ACTIVITY -
In the data below, find every line with the string "that" and pull it out.
RECORDS SUPPLIED: Begin
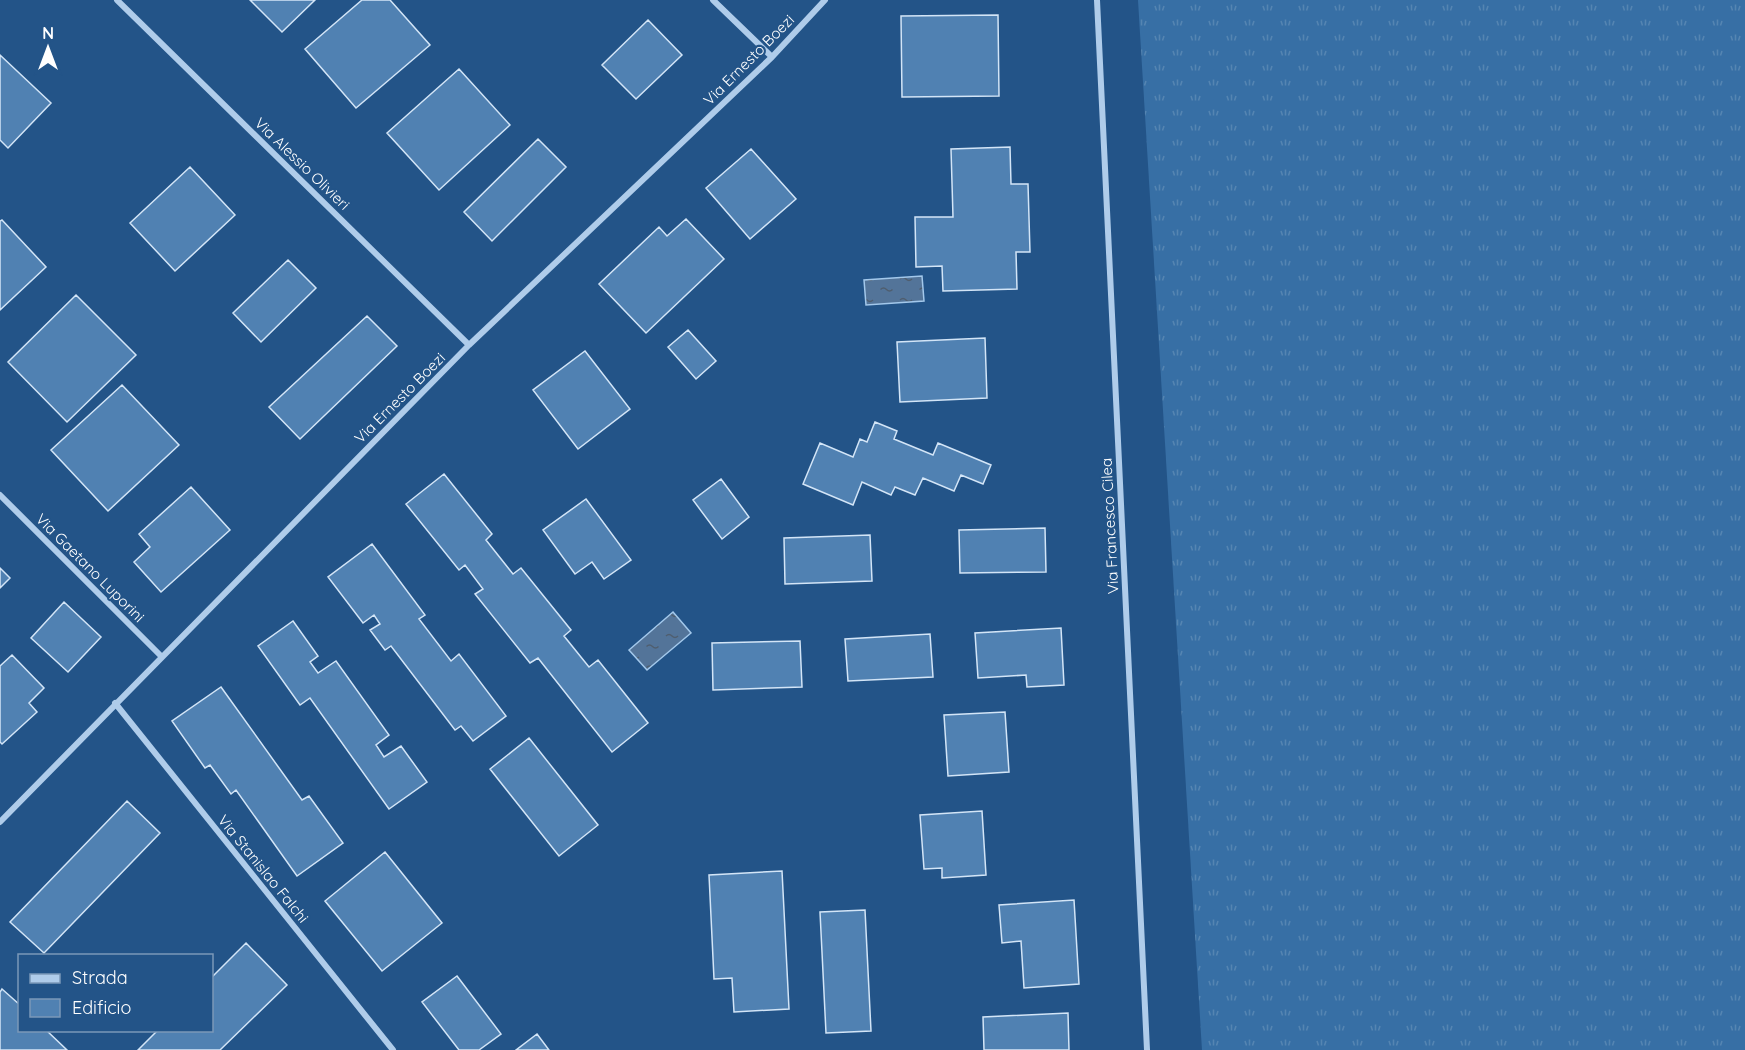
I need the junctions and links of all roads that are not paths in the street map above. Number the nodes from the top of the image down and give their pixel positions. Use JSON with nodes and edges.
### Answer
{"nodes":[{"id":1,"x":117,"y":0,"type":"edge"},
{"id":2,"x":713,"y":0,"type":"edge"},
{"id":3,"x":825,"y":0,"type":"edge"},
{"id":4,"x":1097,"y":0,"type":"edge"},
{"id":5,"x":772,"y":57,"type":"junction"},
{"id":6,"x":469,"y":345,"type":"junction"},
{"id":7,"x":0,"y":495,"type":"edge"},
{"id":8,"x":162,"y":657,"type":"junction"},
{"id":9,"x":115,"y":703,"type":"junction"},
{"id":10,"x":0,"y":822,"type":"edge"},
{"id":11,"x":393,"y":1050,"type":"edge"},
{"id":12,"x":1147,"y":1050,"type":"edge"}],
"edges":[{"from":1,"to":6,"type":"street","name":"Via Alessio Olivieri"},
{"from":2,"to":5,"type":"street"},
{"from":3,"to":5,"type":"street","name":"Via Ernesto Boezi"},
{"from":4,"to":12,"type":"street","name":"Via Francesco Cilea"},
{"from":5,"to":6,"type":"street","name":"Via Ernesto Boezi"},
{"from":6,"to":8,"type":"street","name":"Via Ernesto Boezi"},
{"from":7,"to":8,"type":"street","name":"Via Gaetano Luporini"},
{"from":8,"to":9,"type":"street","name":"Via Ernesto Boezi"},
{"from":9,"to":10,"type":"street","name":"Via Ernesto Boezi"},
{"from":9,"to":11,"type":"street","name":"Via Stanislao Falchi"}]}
RECORDS SUPPLIED: End
RECORDS SUPPLIED: Begin
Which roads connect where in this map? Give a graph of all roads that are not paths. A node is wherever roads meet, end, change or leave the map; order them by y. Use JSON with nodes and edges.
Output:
RECORDS SUPPLIED: End
ANSWER TO THIS PROBLEM -
I need the junctions and links of all roads that are not paths in the street map above. Number the nodes from the top of the image down and give their pixel positions. Use JSON with nodes and edges.
Which roads connect where in this map? Give a graph of all roads that are not paths. A node is wherever roads meet, end, change or leave the map; order them by y. Use JSON with nodes and edges.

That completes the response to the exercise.